**TASK DETAILS**
Only lines containing the string "background" belong in the answer; find them in the records and copy them.

[Stored data]
>>>>

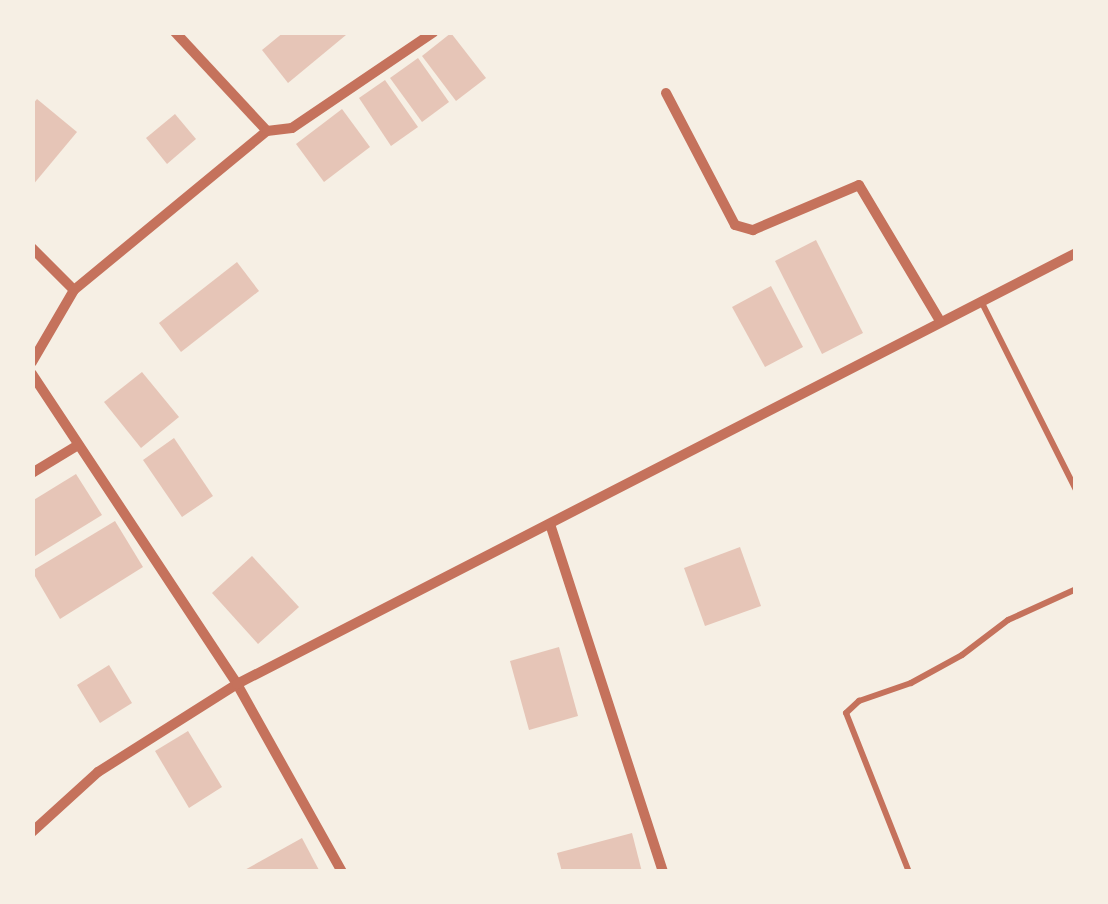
<!DOCTYPE html>
<html>
<head>
<meta charset="utf-8">
<style>
  body { margin:0 }
  #map { position:relative; width:1108px; height:904px; overflow:hidden; background:#f6efe4; font-family:"Crimson Pro",serif }
  div>[style] { position:absolute }
  .building>* { inset:0; background:#e6c5b7 }
  .service>* { height:6px; margin:-3px; padding:0 3px; transform-origin:3px; border-radius:3px; background:#c5725c }
  .minor>* { height:10px; margin:-5px; padding:0 5px; transform-origin:5px; border-radius:5px; background:#c5725c }
  span { translate:-50% -50%; white-space:nowrap; text-align:center; line-height:1.15; -webkit-text-stroke:8px #f6efe4; paint-order:stroke }
  .frame { position:absolute; inset:0; border:35px solid #f6efe4; pointer-events:none }
</style>
</head>
<body>
<div id="map">
  <div class="building">
    <div style="clip-path:polygon(284px 32px,344px 32px,346px 35px,288px 83px,262px 50px)"></div>
    <div style="clip-path:polygon(451px 33px,486px 78px,456px 101px,422px 56px)"></div>
    <div style="clip-path:polygon(418px 58px,449px 102px,422px 122px,390px 78px)"></div>
    <div style="clip-path:polygon(385px 80px,418px 127px,391px 146px,359px 98px)"></div>
    <div style="clip-path:polygon(37px 99px,77px 132px,32px 186px,32px 105px)"></div>
    <div style="clip-path:polygon(342px 109px,370px 147px,324px 182px,296px 144px)"></div>
    <div style="clip-path:polygon(175px 114px,196px 139px,167px 164px,146px 138px)"></div>
    <div style="clip-path:polygon(816px 240px,863px 333px,822px 354px,775px 261px)"></div>
    <div style="clip-path:polygon(237px 262px,259px 291px,181px 352px,159px 323px)"></div>
    <div style="clip-path:polygon(771px 286px,803px 347px,765px 367px,732px 307px)"></div>
    <div style="clip-path:polygon(142px 372px,179px 417px,141px 448px,104px 402px)"></div>
    <div style="clip-path:polygon(174px 438px,213px 496px,182px 517px,143px 460px)"></div>
    <div style="clip-path:polygon(76px 474px,102px 515px,32px 558px,32px 501px)"></div>
    <div style="clip-path:polygon(115px 521px,143px 567px,60px 619px,32px 571px)"></div>
    <div style="clip-path:polygon(740px 547px,761px 606px,705px 626px,684px 568px)"></div>
    <div style="clip-path:polygon(252px 556px,299px 607px,258px 644px,212px 593px)"></div>
    <div style="clip-path:polygon(559px 647px,578px 716px,529px 730px,510px 661px)"></div>
    <div style="clip-path:polygon(109px 665px,132px 703px,100px 723px,77px 685px)"></div>
    <div style="clip-path:polygon(188px 731px,222px 787px,189px 808px,155px 751px)"></div>
    <div style="clip-path:polygon(632px 833px,642px 872px,562px 872px,557px 853px)"></div>
    <div style="clip-path:polygon(302px 838px,320px 872px,241px 872px)"></div>
  </div>
  <div class="service">
    <div style="left:981px;top:301px;width:212px;rotate:63.3deg"></div>
    <div style="left:909px;top:872px;width:171px;rotate:-111.6deg"></div>
    <div style="left:846px;top:713px;width:18px;rotate:-43deg"></div>
    <div style="left:859px;top:701px;width:55px;rotate:-19.1deg"></div>
    <div style="left:911px;top:683px;width:58px;rotate:-28.8deg"></div>
    <div style="left:962px;top:655px;width:58px;rotate:-37.3deg"></div>
    <div style="left:1008px;top:620px;width:75px;rotate:-24.5deg"></div>
  </div>
  <div class="minor">
    <div style="left:175px;top:32px;width:135px;rotate:47.1deg"></div>
    <div style="left:666px;top:93px;width:149px;rotate:62.4deg"></div>
    <div style="left:735px;top:225px;width:19px;rotate:16deg"></div>
    <div style="left:753px;top:230px;width:115px;rotate:-23deg"></div>
    <div style="left:859px;top:185px;width:158px;rotate:59.2deg"></div>
    <div style="left:32px;top:248px;width:59px;rotate:45deg"></div>
    <div style="left:32px;top:362px;width:83px;rotate:-59.7deg"></div>
    <div style="left:74px;top:290px;width:250px;rotate:-39.5deg"></div>
    <div style="left:267px;top:131px;width:25px;rotate:-7deg"></div>
    <div style="left:292px;top:128px;width:171px;rotate:-34.1deg"></div>
    <div style="left:32px;top:374px;width:372px;rotate:56.5deg"></div>
    <div style="left:237px;top:684px;width:215px;rotate:60.8deg"></div>
    <div style="left:32px;top:473px;width:54px;rotate:-31.3deg"></div>
    <div style="left:550px;top:524px;width:366px;rotate:72deg"></div>
    <div style="left:32px;top:832px;width:89px;rotate:-42.3deg"></div>
    <div style="left:98px;top:772px;width:165px;rotate:-32.3deg"></div>
    <div style="left:237px;top:684px;width:943px;rotate:-27.19deg"></div>
  </div>
  <div class="frame"></div>
</div>
</body>
</html>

<<<<

**REPLY TO THE TASK**
  #map { position:relative; width:1108px; height:904px; overflow:hidden; background:#f6efe4; font-family:"Crimson Pro",serif }
  .building>* { inset:0; background:#e6c5b7 }
  .service>* { height:6px; margin:-3px; padding:0 3px; transform-origin:3px; border-radius:3px; background:#c5725c }
  .minor>* { height:10px; margin:-5px; padding:0 5px; transform-origin:5px; border-radius:5px; background:#c5725c }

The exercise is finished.